While so many of Grandma Clarke’s recipes make multiple dozens, this is a true 1-dozen recipe that (finally) doesn’t need to be halved. In fact, if you like your muffins big and tall, this recipe may only make 9 or 10 muffins!
Mix dry ingredients and add chocolate chips.
Combine eggs, milk, butter and stir into the flour mixture. Do not beat.
Bake 375°F for 20 minutes.
A few chocolate chipits melted & drizzled over the tops when slightly [warm].
You’ll notice that I skipped the last step of drizzling melted chocolate chips on top and settled for sprinkling 4-5 extra whole chipits* on top instead. I have tried to drizzle melted chocolate in the past and it hasn’t looked pretty. I haven’t mastered melting chocolate yet.
*Chipits, by the way, are the brand name for Hershey’s miniature chocolate chips, but in the Clarke household, we use it as a cute shorthand for chocolate chips of any size. Possibly a Canadianism.

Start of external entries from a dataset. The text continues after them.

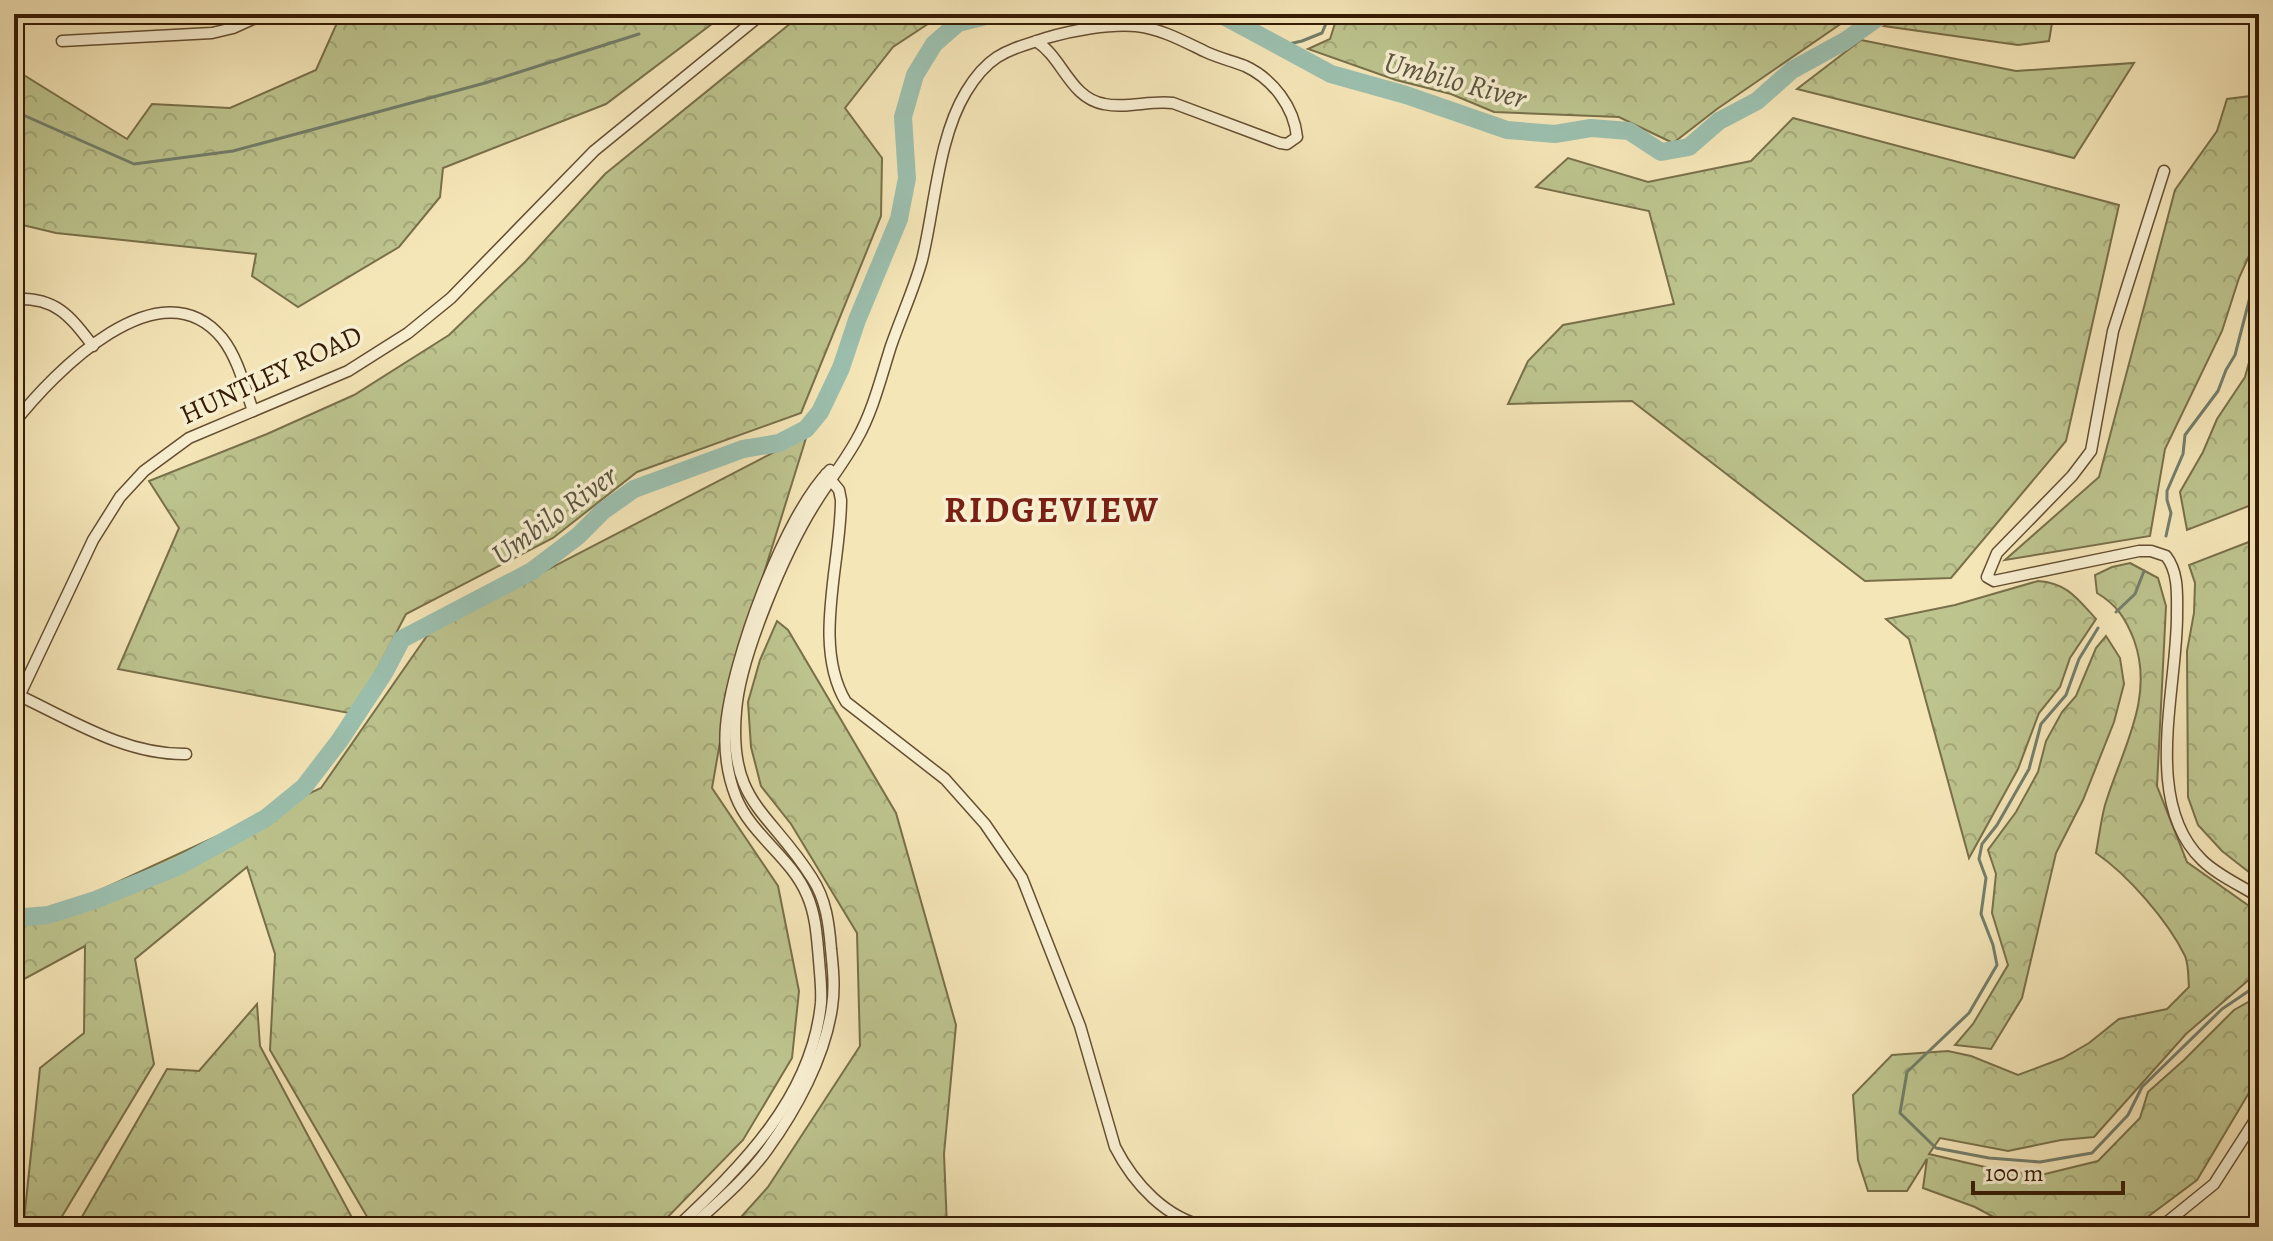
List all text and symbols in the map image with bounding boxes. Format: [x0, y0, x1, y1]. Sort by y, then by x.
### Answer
water label: Umbilo River [1379, 42, 1532, 119]
street label: HUNTLEY ROAD [174, 316, 368, 434]
water label: Umbilo River [483, 455, 626, 574]
district label: RIDGEVIEW [944, 485, 1160, 534]
scale bar [1973, 1145, 2123, 1195]
text: 100 m [1985, 1157, 2044, 1189]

Oatmeal cookies are sweet and comforting. When my coworker, Tristan, asked if Grandma Clarke had a good oatmeal chocolate chip cookie in her repertoire, I went hunting! There are two oatmeal cookie recipes in Audrey’s Recipe Box, both of which include optional chocolate chips or raisins. I opted for the one called The Ultimate Oatmeal Cookie for obvious reasons.
These cookies are delicious! The ratio of chocolate chips to not-chocolate chips is spot on (i.e. mostly chocolate chips) and the cinnamon adds a mild spiciness. I cut the recipe in half, as the original makes 3 dozen. I also found that 9-11 minutes cooking time was too much for my very hot gas oven. I achieved light golden brown cookies after only 8 minutes. Keep a close eye on your cookies!
The Ultimate Oatmeal Cookie
⅔ cup granulated sugar
⅔ cup brown sugar
½ cup margarine or soft butter
½ cup shortening
1 tsp baking soda
1 tsp cinnamon
1 tsp vanilla
1 tsp baking powder
½ tsp salt
3 cups quick cooking or old-fashioned oats
1 cup all-purpose flour
2 cups semi-sweet chocolate chips or 1 cup raisins
Heat oven to 375°F.
Mix all ingredients except oats, flour, & raisins in large bowl.
Stir in oats, flour, and raisins or chocolate chipits.
Drop by tablespoonful about 2″ apart on ungreased cookie sheet.
Bake 9-11 minutes until light brown.
Immediately remove from cookie sheet.